Inaugural 7th Siding Festival of Film running this weekend

About 40 films coming to Creston’s Tivoli Theatre and Venue

About 40 films will be shown on the screens at the Tivoli Theatre and the Venue, and an art installation will be on display at Kootenay Virtual Reality when the 7th Siding Festival of Film runs Friday through Sunday.

Ranging from features to documentaries to animation, some short and some full-length, the presentations are part of the first festival put together by the Kootenay Film Society.

“We have deep pockets of talent here,” said secretary Kerry McArthur. “And film has the most extraordinary ability to diffuse into all these pockets of talent.”

The festival opens with a presentation by the valley’s own Richard Reeves, a world-renowned animator who will offer a 90-minute retrospective of his own work, made utilizing the technique of scratching film.

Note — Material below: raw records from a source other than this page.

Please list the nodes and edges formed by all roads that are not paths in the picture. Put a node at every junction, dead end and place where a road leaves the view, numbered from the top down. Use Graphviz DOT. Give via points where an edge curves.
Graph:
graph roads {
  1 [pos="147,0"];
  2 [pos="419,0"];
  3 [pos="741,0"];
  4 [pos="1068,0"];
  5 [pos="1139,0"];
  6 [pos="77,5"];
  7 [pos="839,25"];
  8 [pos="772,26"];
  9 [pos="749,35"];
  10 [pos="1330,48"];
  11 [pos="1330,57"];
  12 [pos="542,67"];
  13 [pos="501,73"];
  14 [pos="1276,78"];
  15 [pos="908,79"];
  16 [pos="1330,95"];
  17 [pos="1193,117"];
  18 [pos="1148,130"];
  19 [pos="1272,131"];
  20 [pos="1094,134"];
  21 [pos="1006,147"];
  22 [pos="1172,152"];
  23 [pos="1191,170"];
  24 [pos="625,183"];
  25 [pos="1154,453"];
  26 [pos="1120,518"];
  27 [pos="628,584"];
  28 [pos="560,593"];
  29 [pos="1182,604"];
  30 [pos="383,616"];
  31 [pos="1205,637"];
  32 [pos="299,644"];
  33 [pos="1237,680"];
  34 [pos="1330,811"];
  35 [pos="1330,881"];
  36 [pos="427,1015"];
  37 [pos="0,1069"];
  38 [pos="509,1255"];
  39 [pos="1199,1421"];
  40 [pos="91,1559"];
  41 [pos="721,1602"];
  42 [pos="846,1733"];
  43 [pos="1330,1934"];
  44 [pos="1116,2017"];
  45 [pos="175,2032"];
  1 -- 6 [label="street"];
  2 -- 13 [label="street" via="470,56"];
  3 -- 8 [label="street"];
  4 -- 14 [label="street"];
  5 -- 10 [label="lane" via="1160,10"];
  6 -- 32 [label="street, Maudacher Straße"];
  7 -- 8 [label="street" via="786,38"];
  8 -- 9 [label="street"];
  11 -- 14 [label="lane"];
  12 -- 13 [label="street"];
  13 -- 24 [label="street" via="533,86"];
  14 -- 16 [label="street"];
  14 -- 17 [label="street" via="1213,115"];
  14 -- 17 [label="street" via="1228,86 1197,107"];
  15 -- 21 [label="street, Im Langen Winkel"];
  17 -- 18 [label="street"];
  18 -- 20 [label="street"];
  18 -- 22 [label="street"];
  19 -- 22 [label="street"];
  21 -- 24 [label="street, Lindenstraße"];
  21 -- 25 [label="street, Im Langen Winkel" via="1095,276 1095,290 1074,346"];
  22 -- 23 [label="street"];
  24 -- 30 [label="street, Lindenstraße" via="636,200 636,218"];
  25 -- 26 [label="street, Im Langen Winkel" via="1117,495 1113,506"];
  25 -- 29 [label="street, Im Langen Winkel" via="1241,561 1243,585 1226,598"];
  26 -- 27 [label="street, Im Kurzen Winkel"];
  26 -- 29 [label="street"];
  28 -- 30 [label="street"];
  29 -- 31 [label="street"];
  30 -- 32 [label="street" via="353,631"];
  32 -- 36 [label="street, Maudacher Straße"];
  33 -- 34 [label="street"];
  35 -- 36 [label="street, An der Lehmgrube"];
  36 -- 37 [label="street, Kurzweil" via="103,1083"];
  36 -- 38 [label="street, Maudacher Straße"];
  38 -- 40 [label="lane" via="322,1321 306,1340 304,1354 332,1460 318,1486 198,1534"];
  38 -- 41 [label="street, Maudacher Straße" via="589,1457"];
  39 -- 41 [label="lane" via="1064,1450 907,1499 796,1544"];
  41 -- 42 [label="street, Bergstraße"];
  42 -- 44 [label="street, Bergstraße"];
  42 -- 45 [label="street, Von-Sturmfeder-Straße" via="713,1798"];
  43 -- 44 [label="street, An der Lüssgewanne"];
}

“He’s going to run those at the Tivoli, and will speak to them,” said McArthur.

Reeves’ influence will also be seen throughout the festival; last month, he led animation workshops in Creston, and pieces created in those will be featured.

The festival also marks the return of Crestonite Sarah Kapoor’s film Bad Mother, which was previously shown at the Tivoli in 2016. Also returning to the Tivoli is Carefree, the first film ever shown there, for the theatre’s 81st-anniversary celebration.

Documentaries are also on the schedule and include Out of the Interior, which examines small-town theatres, and Seven Days with the Chief, which follows a week with Lower Kootenay Band Chief Jason Louie.

One of the more unique entries will be Jason Deatherage and his band providing an improvised musical score to a samurai film.

On the music side, audiences will enjoy a trailer featuring Nelson-based band White Queen for The Orchard, an upcoming film written and directed by McArthur, as well as Worth, a music video by Hayden and Jayli Wolf shot at Yaqan Nukiy School.

McArthur was pleased to see such a wide range of films entered in this inaugural festival.

“We put out our feelers, and we got this influx of amazingly talented people,” she said.